__WHAT TO DO__
From the records that follow, give the number of lines that include the word "کلانتری", with no further words.

--- START ---

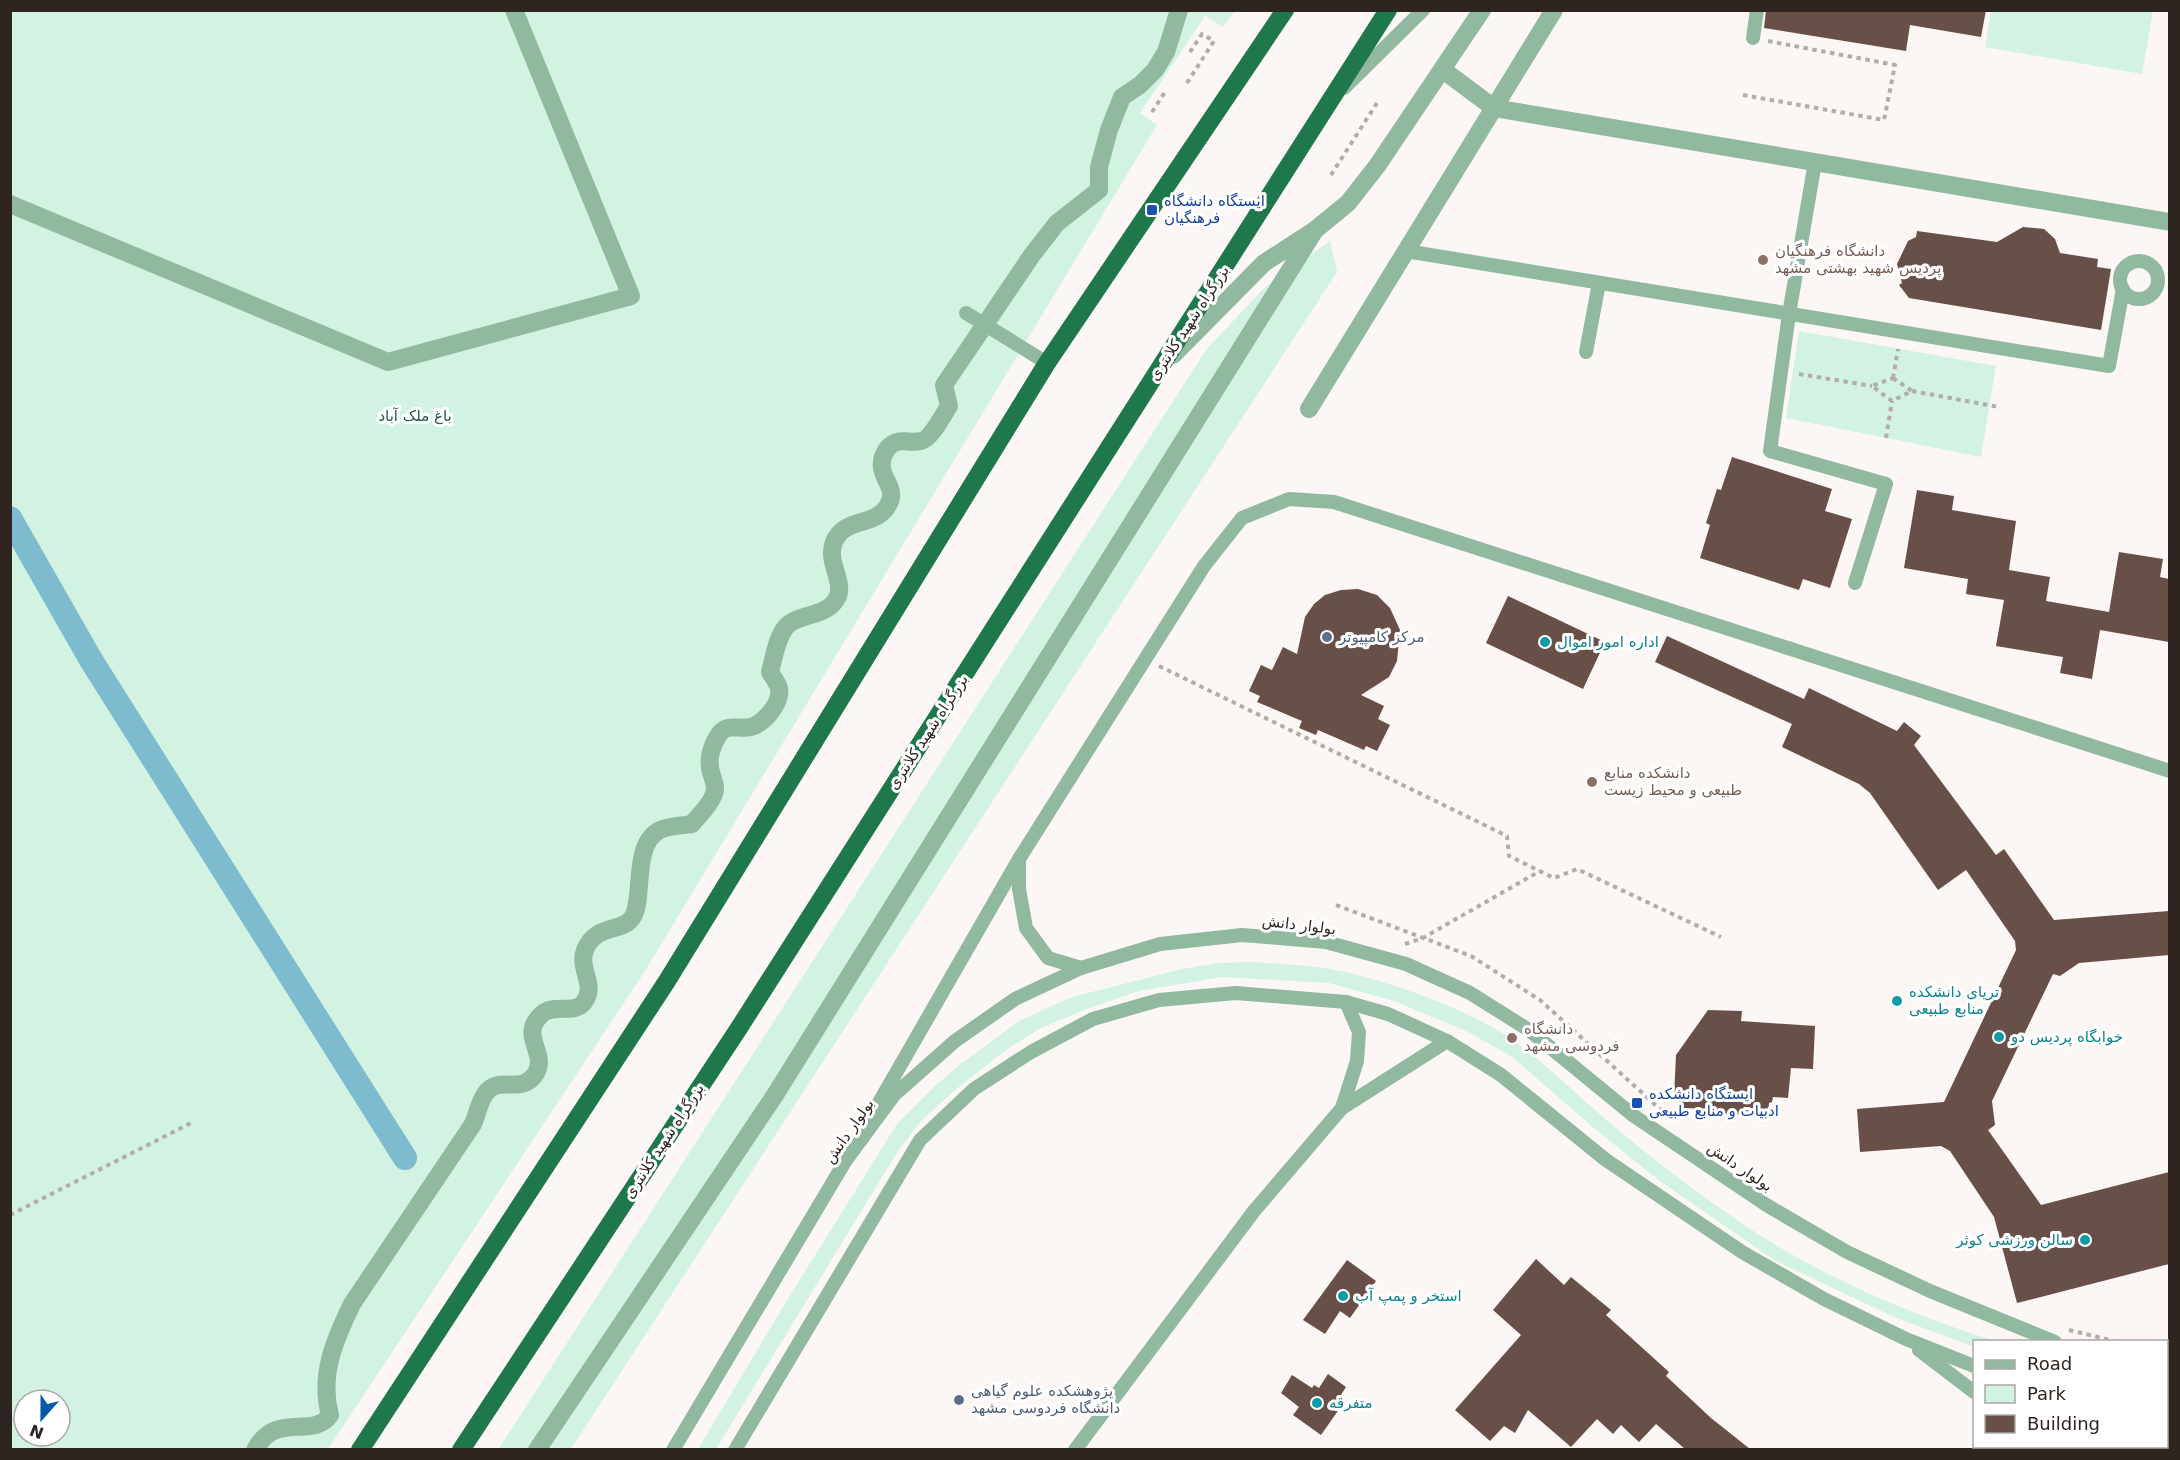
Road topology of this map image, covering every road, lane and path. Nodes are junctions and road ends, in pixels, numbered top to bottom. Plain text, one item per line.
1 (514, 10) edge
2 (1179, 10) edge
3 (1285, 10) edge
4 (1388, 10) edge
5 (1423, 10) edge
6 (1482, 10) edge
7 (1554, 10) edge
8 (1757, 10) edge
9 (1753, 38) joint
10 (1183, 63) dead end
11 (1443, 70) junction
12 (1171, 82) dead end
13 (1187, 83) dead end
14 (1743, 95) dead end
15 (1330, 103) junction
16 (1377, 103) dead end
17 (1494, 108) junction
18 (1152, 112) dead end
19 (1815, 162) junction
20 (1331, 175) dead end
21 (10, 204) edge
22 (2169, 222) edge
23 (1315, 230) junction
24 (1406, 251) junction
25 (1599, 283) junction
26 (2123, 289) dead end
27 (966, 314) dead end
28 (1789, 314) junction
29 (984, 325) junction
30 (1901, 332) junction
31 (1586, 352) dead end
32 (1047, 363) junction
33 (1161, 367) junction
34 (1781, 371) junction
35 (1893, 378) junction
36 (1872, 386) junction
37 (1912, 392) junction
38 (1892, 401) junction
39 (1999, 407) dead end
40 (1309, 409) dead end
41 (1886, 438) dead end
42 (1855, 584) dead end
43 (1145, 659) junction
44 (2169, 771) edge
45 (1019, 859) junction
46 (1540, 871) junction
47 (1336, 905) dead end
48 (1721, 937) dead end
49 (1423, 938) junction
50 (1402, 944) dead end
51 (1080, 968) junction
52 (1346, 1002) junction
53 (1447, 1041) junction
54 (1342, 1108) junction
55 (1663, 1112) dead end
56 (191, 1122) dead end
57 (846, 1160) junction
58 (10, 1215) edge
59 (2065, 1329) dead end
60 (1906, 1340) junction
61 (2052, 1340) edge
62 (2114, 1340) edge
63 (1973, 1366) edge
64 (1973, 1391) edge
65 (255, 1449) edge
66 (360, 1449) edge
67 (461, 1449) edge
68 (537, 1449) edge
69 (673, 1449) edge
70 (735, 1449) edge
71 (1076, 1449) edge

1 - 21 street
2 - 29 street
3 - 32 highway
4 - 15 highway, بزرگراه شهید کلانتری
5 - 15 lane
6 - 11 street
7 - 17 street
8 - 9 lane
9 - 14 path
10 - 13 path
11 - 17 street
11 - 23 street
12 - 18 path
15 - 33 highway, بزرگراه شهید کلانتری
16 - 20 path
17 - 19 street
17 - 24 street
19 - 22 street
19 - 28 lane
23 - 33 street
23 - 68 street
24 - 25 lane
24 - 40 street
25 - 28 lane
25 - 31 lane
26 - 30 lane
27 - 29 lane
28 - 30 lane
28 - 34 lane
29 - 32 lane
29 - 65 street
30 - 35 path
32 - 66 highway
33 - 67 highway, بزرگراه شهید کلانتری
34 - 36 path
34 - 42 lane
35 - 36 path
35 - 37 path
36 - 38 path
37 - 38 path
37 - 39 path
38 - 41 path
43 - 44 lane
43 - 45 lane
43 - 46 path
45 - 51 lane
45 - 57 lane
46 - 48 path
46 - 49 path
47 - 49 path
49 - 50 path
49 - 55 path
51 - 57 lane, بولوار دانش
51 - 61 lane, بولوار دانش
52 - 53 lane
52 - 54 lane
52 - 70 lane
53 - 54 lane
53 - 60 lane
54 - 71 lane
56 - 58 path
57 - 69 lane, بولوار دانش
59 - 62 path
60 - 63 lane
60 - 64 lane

--- END ---

__RESPONSE FOR THIS EXERCISE__
3